Top of RECORDS FOR THIS TASK

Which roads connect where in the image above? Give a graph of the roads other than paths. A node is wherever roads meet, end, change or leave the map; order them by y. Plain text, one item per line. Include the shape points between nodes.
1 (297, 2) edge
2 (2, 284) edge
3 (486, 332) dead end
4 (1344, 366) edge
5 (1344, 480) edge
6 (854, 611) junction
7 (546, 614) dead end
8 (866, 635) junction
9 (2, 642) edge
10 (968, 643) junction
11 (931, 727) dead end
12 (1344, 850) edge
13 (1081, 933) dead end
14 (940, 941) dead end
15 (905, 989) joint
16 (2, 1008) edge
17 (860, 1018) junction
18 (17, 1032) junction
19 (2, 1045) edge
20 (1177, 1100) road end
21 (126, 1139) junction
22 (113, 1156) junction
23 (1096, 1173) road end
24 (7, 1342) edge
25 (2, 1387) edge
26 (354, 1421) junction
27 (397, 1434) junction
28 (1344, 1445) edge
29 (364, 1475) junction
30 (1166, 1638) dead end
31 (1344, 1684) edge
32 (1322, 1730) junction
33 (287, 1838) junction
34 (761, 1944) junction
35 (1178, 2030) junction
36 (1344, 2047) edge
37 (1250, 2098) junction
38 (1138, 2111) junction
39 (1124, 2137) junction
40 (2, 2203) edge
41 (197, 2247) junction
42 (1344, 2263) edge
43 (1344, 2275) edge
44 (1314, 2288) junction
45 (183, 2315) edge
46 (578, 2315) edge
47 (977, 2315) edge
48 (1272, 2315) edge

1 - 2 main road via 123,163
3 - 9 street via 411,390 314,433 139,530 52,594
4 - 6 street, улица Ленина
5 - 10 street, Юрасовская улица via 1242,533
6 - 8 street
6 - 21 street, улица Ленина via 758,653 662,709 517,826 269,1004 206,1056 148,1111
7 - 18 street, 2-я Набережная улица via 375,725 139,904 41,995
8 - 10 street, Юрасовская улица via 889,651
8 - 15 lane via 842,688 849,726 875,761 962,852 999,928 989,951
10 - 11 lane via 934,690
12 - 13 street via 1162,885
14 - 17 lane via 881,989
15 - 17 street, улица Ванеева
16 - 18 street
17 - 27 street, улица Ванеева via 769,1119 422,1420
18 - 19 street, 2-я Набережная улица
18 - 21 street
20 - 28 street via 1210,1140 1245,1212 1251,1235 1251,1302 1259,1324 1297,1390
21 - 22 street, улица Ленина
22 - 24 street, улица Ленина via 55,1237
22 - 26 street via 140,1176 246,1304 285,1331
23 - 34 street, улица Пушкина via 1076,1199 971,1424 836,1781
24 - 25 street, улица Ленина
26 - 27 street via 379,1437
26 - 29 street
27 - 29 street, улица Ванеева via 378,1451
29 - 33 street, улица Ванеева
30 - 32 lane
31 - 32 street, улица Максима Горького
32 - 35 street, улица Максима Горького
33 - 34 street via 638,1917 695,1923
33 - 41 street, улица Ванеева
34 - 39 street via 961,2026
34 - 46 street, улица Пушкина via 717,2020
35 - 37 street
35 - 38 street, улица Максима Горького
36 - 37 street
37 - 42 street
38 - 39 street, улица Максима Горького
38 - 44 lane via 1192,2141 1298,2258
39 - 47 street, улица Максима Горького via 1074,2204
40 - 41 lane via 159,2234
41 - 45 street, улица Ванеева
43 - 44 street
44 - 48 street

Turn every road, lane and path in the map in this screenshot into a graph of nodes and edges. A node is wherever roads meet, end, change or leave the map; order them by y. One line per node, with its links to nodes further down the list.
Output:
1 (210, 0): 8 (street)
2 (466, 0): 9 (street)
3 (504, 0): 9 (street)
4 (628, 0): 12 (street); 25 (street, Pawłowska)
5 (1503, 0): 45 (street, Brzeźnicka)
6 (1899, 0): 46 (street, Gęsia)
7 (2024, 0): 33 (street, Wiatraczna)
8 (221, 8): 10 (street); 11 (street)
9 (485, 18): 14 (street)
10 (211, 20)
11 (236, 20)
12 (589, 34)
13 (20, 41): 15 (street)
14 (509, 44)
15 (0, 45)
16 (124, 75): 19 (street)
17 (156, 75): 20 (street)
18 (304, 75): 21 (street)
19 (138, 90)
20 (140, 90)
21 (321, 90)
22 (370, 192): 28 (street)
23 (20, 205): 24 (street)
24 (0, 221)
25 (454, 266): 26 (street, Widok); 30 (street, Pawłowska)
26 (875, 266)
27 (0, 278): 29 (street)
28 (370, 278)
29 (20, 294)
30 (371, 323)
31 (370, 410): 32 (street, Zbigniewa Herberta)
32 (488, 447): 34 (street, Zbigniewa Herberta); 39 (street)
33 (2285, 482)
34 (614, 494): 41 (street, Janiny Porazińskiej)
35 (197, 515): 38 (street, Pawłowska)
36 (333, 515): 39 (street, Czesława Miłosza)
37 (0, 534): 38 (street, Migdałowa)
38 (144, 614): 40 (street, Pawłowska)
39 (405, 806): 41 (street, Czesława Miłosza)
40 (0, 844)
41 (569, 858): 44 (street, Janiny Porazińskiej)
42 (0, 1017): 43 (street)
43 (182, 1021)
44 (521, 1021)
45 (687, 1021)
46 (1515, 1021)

Bottom of RECORDS FOR THIS TASK

PROMPT: For this data, state how many lines include the word "Ванеева", with nothing added.

RESULT: 6